Of course, the story of the writing of FRANKENSTEIN has been told many times and has even been the subject of multiple films. A distinguished group of friends including Percy Bysshe Shelley, Lord Byron, John William Polidori, and Mary Shelley on a night in Geneva in 1816 gave each other the challenge to write a ghost story. (One wonders if Mary, the neophyte of the crowd, is not now better remembered than her friends are. How many works can the average person name by Percy or Lord Byron?) Mary wrote what is now considered by many to be the first science fiction novel, FRANKENSTEIN. (Incidentally, while FRANKENSTEIN is surely a mainstay of fantastic literature, I believe it does not really qualify as science fiction. In the novel Victor Frankenstein after study of science, natural philosophy, alchemy, and magic one day realizes he knows how to make a man. The novel never makes explicit which of these disciplines he used nor what his method was. The films made it concrete by suggesting that he animated a patched together human using electricity. But for all the description directly from the book he might have just made a large homunculus or even a golem.)

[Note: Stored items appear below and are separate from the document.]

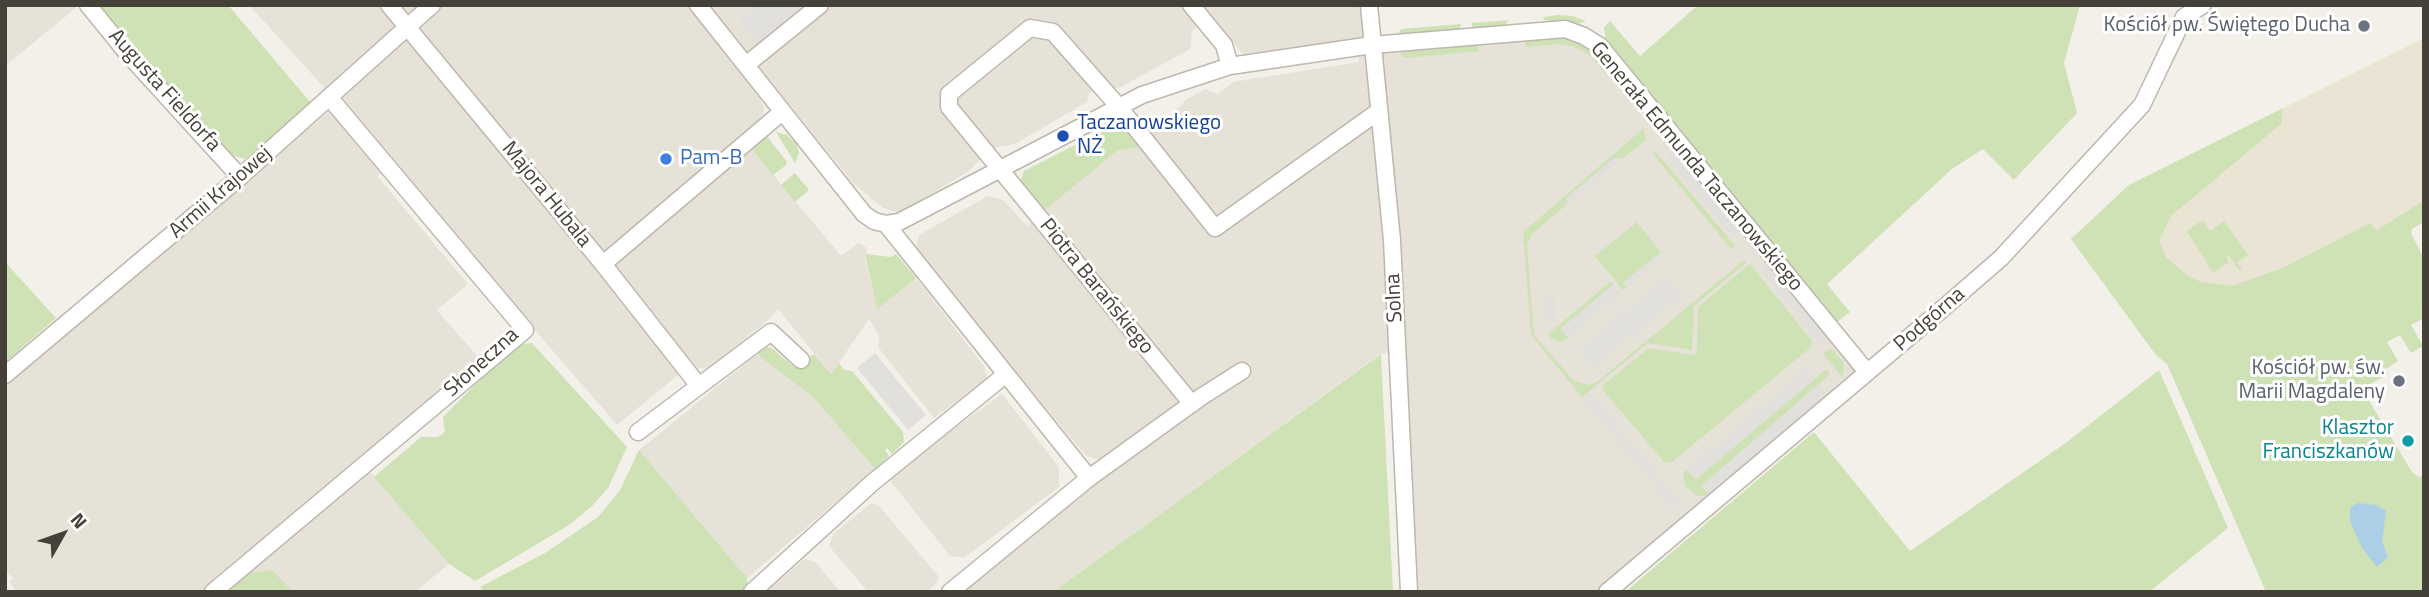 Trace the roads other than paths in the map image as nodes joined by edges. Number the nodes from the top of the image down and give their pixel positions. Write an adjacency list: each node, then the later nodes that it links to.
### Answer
1 (88, 5): 18 (street, Augusta Fieldorfa)
2 (389, 5): 9 (street, Majora Hubala)
3 (432, 5): 9 (street, Armii Krajowej)
4 (698, 5): 11 (street)
5 (820, 5): 11 (street)
6 (1191, 5): 12 (street)
7 (1369, 5): 10 (street, Solna)
8 (2203, 5): 23 (street, Podgórna)
9 (407, 26): 13 (street, Armii Krajowej); 20 (street, Majora Hubala)
10 (1372, 46): 12 (street, Generała Edmunda Taczanowskiego); 15 (street, Solna); 23 (street, Generała Edmunda Taczanowskiego)
11 (746, 65): 16 (street)
12 (1230, 66): 14 (street, Generała Edmunda Taczanowskiego)
13 (329, 97): 18 (street, Armii Krajowej); 30 (street, Słoneczna)
14 (1119, 107): 15 (street); 17 (street, Generała Edmunda Taczanowskiego); 17 (street, Piotra Barańskiego)
15 (1379, 111): 33 (street, Solna)
16 (782, 112): 19 (street); 20 (street)
17 (1000, 170): 19 (street, Generała Edmunda Taczanowskiego); 27 (street, Piotra Barańskiego)
18 (240, 177): 25 (street, Armii Krajowej)
19 (886, 224): 24 (street)
20 (603, 264): 26 (street, Majora Hubala)
21 (800, 360): 26 (street)
22 (1242, 371): 27 (street)
23 (1867, 372): 34 (street, Podgórna)
24 (1005, 375): 29 (street); 31 (street)
25 (5, 376)
26 (699, 386): 28 (street)
27 (1192, 404): 29 (street)
28 (638, 432)
29 (1089, 478): 32 (street)
30 (213, 592)
31 (752, 592)
32 (950, 592)
33 (1409, 592)
34 (1607, 592)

More interesting at least to me is that is was not cinema that created all the blood and thunder versions of the Frankenstein monster. Within a decade after the novel was published and proved to be a literary sensation there were five different stage adaptations with varying degrees of graphic horror. June 19, 1823, saw a stage version called "Presumption" by William Brinsley Peake. This play told the story of novel but made some changes including adding a strange assistant for Victor Frankenstein, named Fritz. So when Dwight Frye played Fritz in the 1931 Boris Karloff film version, Fritz had been around almost as long as Victor had, though he did not appear in the novel. Hitchcock reports that Mary Shelley took great pleasure in the over-the-top stage productions of her novel. So perhaps the extremes of the film series might have met with her approval. Causing confusion for later generations, in 1831 Mary Shelley republished the novel under her name (the original version had been anonymous) making a number of changes, including making Elizabeth no longer a blood relation of Victor's.

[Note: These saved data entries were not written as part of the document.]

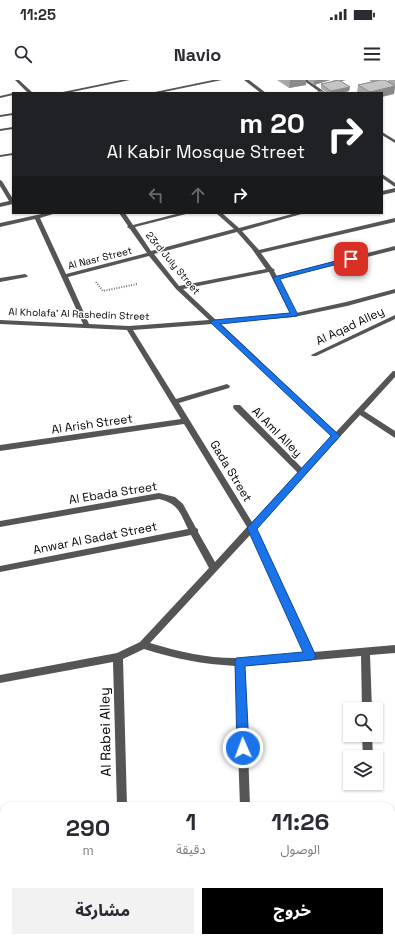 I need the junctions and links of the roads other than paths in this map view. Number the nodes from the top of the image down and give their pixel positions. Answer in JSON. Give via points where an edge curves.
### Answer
{"nodes":[{"id":1,"x":18,"y":80,"type":"edge"},
{"id":2,"x":128,"y":80,"type":"edge"},
{"id":3,"x":220,"y":80,"type":"edge"},
{"id":4,"x":246,"y":80,"type":"edge"},
{"id":5,"x":305,"y":80,"type":"edge"},
{"id":6,"x":28,"y":92,"type":"edge"},
{"id":7,"x":65,"y":92,"type":"edge"},
{"id":8,"x":157,"y":92,"type":"edge"},
{"id":9,"x":263,"y":92,"type":"edge"},
{"id":10,"x":323,"y":92,"type":"edge"},
{"id":11,"x":12,"y":94,"type":"edge"},
{"id":12,"x":0,"y":97,"type":"edge"},
{"id":13,"x":12,"y":114,"type":"edge"},
{"id":14,"x":0,"y":116,"type":"edge"},
{"id":15,"x":12,"y":128,"type":"edge"},
{"id":16,"x":0,"y":130,"type":"edge"},
{"id":17,"x":383,"y":134,"type":"edge"},
{"id":18,"x":395,"y":142,"type":"edge"},
{"id":19,"x":12,"y":154,"type":"edge"},
{"id":20,"x":0,"y":156,"type":"edge"},
{"id":21,"x":383,"y":177,"type":"edge"},
{"id":22,"x":0,"y":182,"type":"edge"},
{"id":23,"x":395,"y":185,"type":"edge"},
{"id":24,"x":395,"y":190,"type":"edge"},
{"id":25,"x":383,"y":193,"type":"edge"},
{"id":26,"x":12,"y":202,"type":"edge"},
{"id":27,"x":0,"y":205,"type":"edge"},
{"id":28,"x":49,"y":214,"type":"edge"},
{"id":29,"x":123,"y":214,"type":"edge"},
{"id":30,"x":183,"y":214,"type":"edge"},
{"id":31,"x":220,"y":214,"type":"edge"},
{"id":32,"x":298,"y":214,"type":"edge"},
{"id":33,"x":37,"y":217,"type":"junction"},
{"id":34,"x":395,"y":220,"type":"edge"},
{"id":35,"x":0,"y":225,"type":"edge"},
{"id":36,"x":130,"y":227,"type":"junction"},
{"id":37,"x":238,"y":229,"type":"junction"},
{"id":38,"x":395,"y":248,"type":"edge"},
{"id":39,"x":259,"y":252,"type":"junction"},
{"id":40,"x":151,"y":255,"type":"junction"},
{"id":41,"x":272,"y":270,"type":"junction"},
{"id":42,"x":25,"y":276,"type":"dead end"},
{"id":43,"x":66,"y":276,"type":"junction"},
{"id":44,"x":276,"y":278,"type":"junction"},
{"id":45,"x":0,"y":280,"type":"edge"},
{"id":46,"x":178,"y":288,"type":"junction"},
{"id":47,"x":395,"y":291,"type":"edge"},
{"id":48,"x":294,"y":315,"type":"junction"},
{"id":49,"x":395,"y":317,"type":"edge"},
{"id":50,"x":0,"y":322,"type":"edge"},
{"id":51,"x":214,"y":322,"type":"junction"},
{"id":52,"x":87,"y":326,"type":"junction"},
{"id":53,"x":129,"y":328,"type":"junction"},
{"id":54,"x":314,"y":355,"type":"dead end"},
{"id":55,"x":395,"y":373,"type":"edge"},
{"id":56,"x":227,"y":386,"type":"dead end"},
{"id":57,"x":175,"y":402,"type":"junction"},
{"id":58,"x":237,"y":407,"type":"dead end"},
{"id":59,"x":360,"y":411,"type":"junction"},
{"id":60,"x":186,"y":421,"type":"junction"},
{"id":61,"x":395,"y":435,"type":"edge"},
{"id":62,"x":336,"y":436,"type":"junction"},
{"id":63,"x":0,"y":448,"type":"edge"},
{"id":64,"x":302,"y":473,"type":"junction"},
{"id":65,"x":0,"y":524,"type":"edge"},
{"id":66,"x":252,"y":528,"type":"junction"},
{"id":67,"x":195,"y":532,"type":"junction"},
{"id":68,"x":0,"y":569,"type":"edge"},
{"id":69,"x":214,"y":569,"type":"junction"},
{"id":70,"x":143,"y":645,"type":"junction"},
{"id":71,"x":395,"y":649,"type":"edge"},
{"id":72,"x":365,"y":651,"type":"junction"},
{"id":73,"x":311,"y":656,"type":"junction"},
{"id":74,"x":118,"y":657,"type":"junction"},
{"id":75,"x":240,"y":662,"type":"junction"},
{"id":76,"x":0,"y":679,"type":"edge"},
{"id":77,"x":367,"y":702,"type":"edge"},
{"id":78,"x":122,"y":802,"type":"edge"},
{"id":79,"x":245,"y":802,"type":"edge"}],
"edges":[{"from":1,"to":6,"type":"street"},
{"from":2,"to":7,"type":"street"},
{"from":3,"to":8,"type":"street"},
{"from":4,"to":9,"type":"street"},
{"from":5,"to":10,"type":"street"},
{"from":11,"to":12,"type":"street"},
{"from":13,"to":14,"type":"street"},
{"from":15,"to":16,"type":"street"},
{"from":17,"to":18,"type":"street"},
{"from":19,"to":20,"type":"street"},
{"from":21,"to":23,"type":"street"},
{"from":22,"to":26,"type":"street"},
{"from":24,"to":25,"type":"street"},
{"from":26,"to":27,"type":"street"},
{"from":28,"to":33,"type":"street"},
{"from":29,"to":36,"type":"street","name":"23rd July Street"},
{"from":30,"to":36,"type":"street"},
{"from":31,"to":37,"type":"street"},
{"from":32,"to":37,"type":"street","name":"Al Nasr Street"},
{"from":33,"to":35,"type":"street"},
{"from":33,"to":43,"type":"street"},
{"from":34,"to":39,"type":"street"},
{"from":36,"to":40,"type":"street","name":"23rd July Street"},
{"from":37,"to":39,"type":"street"},
{"from":37,"to":40,"type":"street","name":"Al Nasr Street"},
{"from":38,"to":44,"type":"street"},
{"from":39,"to":41,"type":"street"},
{"from":40,"to":43,"type":"street","name":"Al Nasr Street"},
{"from":40,"to":46,"type":"street","name":"23rd July Street"},
{"from":41,"to":44,"type":"street"},
{"from":41,"to":46,"type":"street"},
{"from":42,"to":45,"type":"street"},
{"from":43,"to":52,"type":"street"},
{"from":44,"to":48,"type":"street"},
{"from":46,"to":51,"type":"street","name":"23rd July Street"},
{"from":47,"to":48,"type":"street","name":"Al Kholafa' Al Rashedin Street"},
{"from":48,"to":51,"type":"street","name":"Al Kholafa' Al Rashedin Street"},
{"from":49,"to":54,"type":"street","name":"Al Aqad Alley"},
{"from":50,"to":52,"type":"street","name":"Al Kholafa' Al Rashedin Street"},
{"from":51,"to":53,"type":"street","name":"Al Kholafa' Al Rashedin Street"},
{"from":51,"to":62,"type":"street","name":"23rd July Street"},
{"from":52,"to":53,"type":"street","name":"Al Kholafa' Al Rashedin Street"},
{"from":53,"to":57,"type":"street","name":"Gada Street"},
{"from":55,"to":59,"type":"street"},
{"from":56,"to":57,"type":"street"},
{"from":57,"to":60,"type":"street","name":"Gada Street"},
{"from":58,"to":64,"type":"street","name":"Al Aml Alley"},
{"from":59,"to":61,"type":"street"},
{"from":59,"to":62,"type":"street"},
{"from":60,"to":63,"type":"street","name":"Al Arish Street"},
{"from":60,"to":66,"type":"street","name":"Gada Street"},
{"from":62,"to":64,"type":"street"},
{"from":64,"to":66,"type":"street"},
{"from":65,"to":67,"type":"street","name":"Al Ebada Street","via":[[159,496],[172,499],[180,506]]},
{"from":66,"to":69,"type":"street"},
{"from":66,"to":73,"type":"street","name":"Gada Street"},
{"from":67,"to":68,"type":"street","name":"Anwar Al Sadat Street"},
{"from":67,"to":69,"type":"street","name":"Al Ebada Street"},
{"from":69,"to":70,"type":"street"},
{"from":70,"to":74,"type":"street"},
{"from":70,"to":75,"type":"street","via":[[200,659]]},
{"from":71,"to":72,"type":"street"},
{"from":72,"to":73,"type":"street"},
{"from":72,"to":77,"type":"street"},
{"from":73,"to":75,"type":"street"},
{"from":74,"to":76,"type":"street"},
{"from":74,"to":78,"type":"street","name":"Al Rabei Alley"},
{"from":75,"to":79,"type":"street"}]}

Hitchcock continues through Universal Frankenstein films. What she says has not much is new to a real horror fan. Mostly what she writes is just a reminder of some aspects of the first two films. Here coverage of other Frankenstein films is spotty. The themes and characters of Frankenstein have arisen so many times that not all can get the same attention. But some occurrences are more important than others are and one would expect that Hitchcock would cover both series, Universal and Hammer Films, in some detail. In fact she probably has too much breadth and not enough depth in some places to her cultural history. For both the Universal Pictures and the Hammer Films series her coverage of the first film or two in the series is reasonable, but she has very little coverage of subsequent films in the series.
In addition, on page 211 she claims that Hammer's Dr. Frankenstein lives in London and makes occasional trips to the countryside. In fact the setting of the Hammer Frankenstein Films is always someplace Germanic. It is puzzling how she could have made such an error if the films were for her more than a distant memory.

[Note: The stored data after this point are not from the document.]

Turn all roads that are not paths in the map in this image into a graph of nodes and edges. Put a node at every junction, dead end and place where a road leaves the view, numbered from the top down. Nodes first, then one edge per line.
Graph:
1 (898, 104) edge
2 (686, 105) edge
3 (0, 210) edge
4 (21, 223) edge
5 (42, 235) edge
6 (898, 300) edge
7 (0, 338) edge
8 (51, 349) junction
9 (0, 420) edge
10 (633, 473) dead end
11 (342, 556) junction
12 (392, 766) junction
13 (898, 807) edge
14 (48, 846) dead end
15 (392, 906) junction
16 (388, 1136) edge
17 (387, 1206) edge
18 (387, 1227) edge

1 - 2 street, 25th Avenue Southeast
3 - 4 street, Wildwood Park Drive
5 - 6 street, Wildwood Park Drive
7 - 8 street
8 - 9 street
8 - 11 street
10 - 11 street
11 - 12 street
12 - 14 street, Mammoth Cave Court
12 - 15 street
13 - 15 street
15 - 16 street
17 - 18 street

Relatively important films are pushed aside so that she can cover the whimsical fact that genetically modified foods are derisively called "frankenfoods". This could have been given just a quick note. Most people who would read a cultural history of the Frankenstein story are probably more interested in the film versions than in political cartoons that have alluded to the story. Not all allusions to Frankenstein from popular culture are as interesting as other allusions.
But there is a description of some of the minor films, in some cases giving them too much attention, like the execrable FRANKENSTEIN MEETS THE SPACE MONSTER. And there are some paragraphs on some of the Frankenstein-themed comic book series as well as the famous "Classics Illustrated" adaptation of the novel, a fond memory from my youth.
The book is fun, particularly the early portions. Hitchock's book brings back some happy memories like staying up late on a Saturday night to see the monster square off against the Wolf Man. And reading it brings back recollections of reading "Famous Monsters of Filmland". The book is an enjoyable read, but on the whole I would a preferred an update of Glut's book.